After that, every once in a while—especially when trying to organize my digital life—I would wonder what happened to the project that promised to change everything. But whenever I did check it out, Chandler seemed to have made little progress since I last looked. I would wonder idly what was going on, and then move on.

And now I know what was going on, because the project had a chronicler, Scott Rosenberg, who followed it for three years and then wrote a book about it. Dreaming in Code is about the many setbacks, delays, dead-ends, and minor triumphs that took the project from a glimmer in Kapor’s eye to . . . well, not to the release of a polished product, unfortunately. By the time Rosenberg gave up waiting and published his book in 2007 the project still wasn’t complete. (The 1.0 release didn’t actually happen until the end of 2008.)

Dreaming in Code uses the story of Chandler to explore larger questions about software development. It asks why software is so hard to write, often so buggy, and why software projects are so plagued by cost overruns and scheduling disasters. Of course most human projects of even modest complexity are radically imperfect. But each branch of human endeavor has its own special difficulties, and software design is not an exception.

Software developers may find the book interesting, but they should be prepared to wade through a lot of background material that Rosenberg needs to assemble in order to make this story accessible to non-programmers. This is not the most elegant book ever written, but the story moves along at a decent clip, especially considering that the story is often about the lack of progress with Chandler, and it does a reasonable job of conveying its central message: that software setbacks and disasters happen to even the smartest and most hardworking of us.

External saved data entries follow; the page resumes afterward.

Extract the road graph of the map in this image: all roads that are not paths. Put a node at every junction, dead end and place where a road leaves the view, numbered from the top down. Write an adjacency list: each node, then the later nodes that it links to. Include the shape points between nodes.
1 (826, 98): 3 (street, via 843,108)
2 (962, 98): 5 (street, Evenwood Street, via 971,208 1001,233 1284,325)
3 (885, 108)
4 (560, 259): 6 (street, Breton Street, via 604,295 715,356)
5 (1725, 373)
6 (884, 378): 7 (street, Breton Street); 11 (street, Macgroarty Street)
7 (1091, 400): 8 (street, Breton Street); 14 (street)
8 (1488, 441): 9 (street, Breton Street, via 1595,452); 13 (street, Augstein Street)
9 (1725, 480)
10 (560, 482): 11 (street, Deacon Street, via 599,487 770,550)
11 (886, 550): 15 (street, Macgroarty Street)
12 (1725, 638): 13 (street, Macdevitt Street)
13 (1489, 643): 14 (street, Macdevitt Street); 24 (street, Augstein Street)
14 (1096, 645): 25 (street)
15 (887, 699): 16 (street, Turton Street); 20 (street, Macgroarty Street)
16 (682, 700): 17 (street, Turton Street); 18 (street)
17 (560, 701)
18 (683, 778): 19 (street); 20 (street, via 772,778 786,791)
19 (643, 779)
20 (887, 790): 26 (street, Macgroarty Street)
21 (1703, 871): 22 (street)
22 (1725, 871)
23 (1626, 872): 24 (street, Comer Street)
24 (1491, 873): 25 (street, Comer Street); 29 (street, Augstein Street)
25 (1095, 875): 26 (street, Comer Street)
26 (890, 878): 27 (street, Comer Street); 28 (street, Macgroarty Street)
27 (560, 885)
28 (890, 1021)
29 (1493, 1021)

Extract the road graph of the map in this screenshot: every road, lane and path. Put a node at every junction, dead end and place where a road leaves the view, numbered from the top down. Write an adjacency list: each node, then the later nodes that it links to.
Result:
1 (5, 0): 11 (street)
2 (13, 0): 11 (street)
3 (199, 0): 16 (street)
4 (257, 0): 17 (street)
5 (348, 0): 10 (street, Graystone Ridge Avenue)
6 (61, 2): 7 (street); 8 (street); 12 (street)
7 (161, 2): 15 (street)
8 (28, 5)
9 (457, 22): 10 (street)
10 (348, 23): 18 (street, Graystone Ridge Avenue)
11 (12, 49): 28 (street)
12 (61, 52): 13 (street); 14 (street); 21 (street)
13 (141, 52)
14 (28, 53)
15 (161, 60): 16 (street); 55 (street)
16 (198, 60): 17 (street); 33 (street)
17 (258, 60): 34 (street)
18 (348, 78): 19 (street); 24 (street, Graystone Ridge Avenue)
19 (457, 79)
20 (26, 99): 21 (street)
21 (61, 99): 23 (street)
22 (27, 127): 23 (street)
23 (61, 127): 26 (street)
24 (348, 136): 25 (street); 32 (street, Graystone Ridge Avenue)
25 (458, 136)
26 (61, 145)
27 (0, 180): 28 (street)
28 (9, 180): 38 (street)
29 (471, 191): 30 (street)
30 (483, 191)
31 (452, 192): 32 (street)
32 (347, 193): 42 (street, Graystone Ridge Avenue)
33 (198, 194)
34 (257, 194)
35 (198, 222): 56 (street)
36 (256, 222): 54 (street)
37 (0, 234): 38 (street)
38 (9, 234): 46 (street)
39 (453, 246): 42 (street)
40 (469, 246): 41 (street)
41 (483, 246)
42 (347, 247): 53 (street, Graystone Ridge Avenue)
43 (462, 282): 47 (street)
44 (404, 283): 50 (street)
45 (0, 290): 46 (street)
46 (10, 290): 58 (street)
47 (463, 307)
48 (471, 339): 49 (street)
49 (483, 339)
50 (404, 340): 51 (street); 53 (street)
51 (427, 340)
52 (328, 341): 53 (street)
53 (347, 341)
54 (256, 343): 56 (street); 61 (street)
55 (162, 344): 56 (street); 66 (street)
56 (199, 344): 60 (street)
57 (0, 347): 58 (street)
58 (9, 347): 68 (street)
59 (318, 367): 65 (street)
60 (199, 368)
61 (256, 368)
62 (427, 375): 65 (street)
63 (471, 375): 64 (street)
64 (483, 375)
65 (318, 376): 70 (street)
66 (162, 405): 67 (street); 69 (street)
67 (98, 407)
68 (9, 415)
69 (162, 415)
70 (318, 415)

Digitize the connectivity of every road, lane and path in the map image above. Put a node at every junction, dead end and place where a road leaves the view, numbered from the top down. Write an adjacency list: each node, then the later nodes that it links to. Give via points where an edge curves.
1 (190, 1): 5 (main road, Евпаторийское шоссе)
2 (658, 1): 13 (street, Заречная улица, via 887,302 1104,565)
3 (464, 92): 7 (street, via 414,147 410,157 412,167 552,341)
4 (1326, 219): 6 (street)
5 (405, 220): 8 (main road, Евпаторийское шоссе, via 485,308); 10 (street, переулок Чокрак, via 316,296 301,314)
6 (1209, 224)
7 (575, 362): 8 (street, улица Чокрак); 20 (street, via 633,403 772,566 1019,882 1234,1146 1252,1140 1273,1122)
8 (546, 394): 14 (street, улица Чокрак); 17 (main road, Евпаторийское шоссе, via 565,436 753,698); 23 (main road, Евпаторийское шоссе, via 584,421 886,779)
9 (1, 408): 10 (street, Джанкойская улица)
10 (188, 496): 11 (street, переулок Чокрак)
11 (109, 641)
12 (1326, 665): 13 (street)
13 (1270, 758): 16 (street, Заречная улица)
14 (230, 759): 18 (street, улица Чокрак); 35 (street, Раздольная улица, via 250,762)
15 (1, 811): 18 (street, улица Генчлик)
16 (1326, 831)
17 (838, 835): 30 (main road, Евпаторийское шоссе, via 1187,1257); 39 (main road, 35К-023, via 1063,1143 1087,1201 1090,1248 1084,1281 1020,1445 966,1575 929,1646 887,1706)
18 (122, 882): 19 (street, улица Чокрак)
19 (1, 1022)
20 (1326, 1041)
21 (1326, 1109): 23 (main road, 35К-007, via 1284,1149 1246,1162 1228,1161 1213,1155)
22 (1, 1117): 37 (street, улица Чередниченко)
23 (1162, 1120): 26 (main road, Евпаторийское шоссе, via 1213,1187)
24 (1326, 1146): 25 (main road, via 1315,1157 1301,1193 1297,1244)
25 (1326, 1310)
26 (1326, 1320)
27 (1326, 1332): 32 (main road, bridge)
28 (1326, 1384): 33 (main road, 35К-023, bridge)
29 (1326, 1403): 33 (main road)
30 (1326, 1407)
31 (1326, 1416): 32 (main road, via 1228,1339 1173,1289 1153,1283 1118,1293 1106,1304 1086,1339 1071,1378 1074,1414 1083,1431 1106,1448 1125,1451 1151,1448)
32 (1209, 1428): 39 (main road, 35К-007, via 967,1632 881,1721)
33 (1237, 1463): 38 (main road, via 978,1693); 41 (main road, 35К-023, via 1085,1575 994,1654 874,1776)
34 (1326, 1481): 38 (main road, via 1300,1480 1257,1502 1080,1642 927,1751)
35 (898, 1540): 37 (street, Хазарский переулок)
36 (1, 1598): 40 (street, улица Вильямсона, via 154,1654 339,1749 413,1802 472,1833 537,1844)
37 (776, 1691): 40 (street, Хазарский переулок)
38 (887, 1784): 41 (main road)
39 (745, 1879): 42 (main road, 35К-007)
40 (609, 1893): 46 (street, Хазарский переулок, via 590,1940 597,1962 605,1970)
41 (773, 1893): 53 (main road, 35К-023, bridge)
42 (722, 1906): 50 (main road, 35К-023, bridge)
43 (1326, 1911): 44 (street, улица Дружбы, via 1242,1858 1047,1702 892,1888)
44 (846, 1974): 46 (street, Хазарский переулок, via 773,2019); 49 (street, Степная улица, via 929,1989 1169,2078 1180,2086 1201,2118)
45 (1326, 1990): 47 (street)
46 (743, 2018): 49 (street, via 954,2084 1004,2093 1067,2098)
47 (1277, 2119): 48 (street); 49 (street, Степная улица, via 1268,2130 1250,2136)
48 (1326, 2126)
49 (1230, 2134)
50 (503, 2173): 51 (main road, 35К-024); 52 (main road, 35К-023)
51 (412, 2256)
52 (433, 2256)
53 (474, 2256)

As for Chandler, you can see for yourself how it turned out. It seems a bit slow on start up, and it still lacks many of the features originally imagined for it all those years ago, but it looks nice and runs on Mac, Windows and Linux.

As for me, I’ve since migrated most of my stuff (email, calendar, etc.) to web services like gmail. I’m not completely happy with that solution: gmail has legendarily bad customer support if something goes wrong, and it’s not open source, so I can’t look at the code and learn from it the way I could with Chandler, or customize it in ways not imagined by its creators, the way I can with emacs. So for now, I’m still dreaming of the perfect solution to my digital disorganization.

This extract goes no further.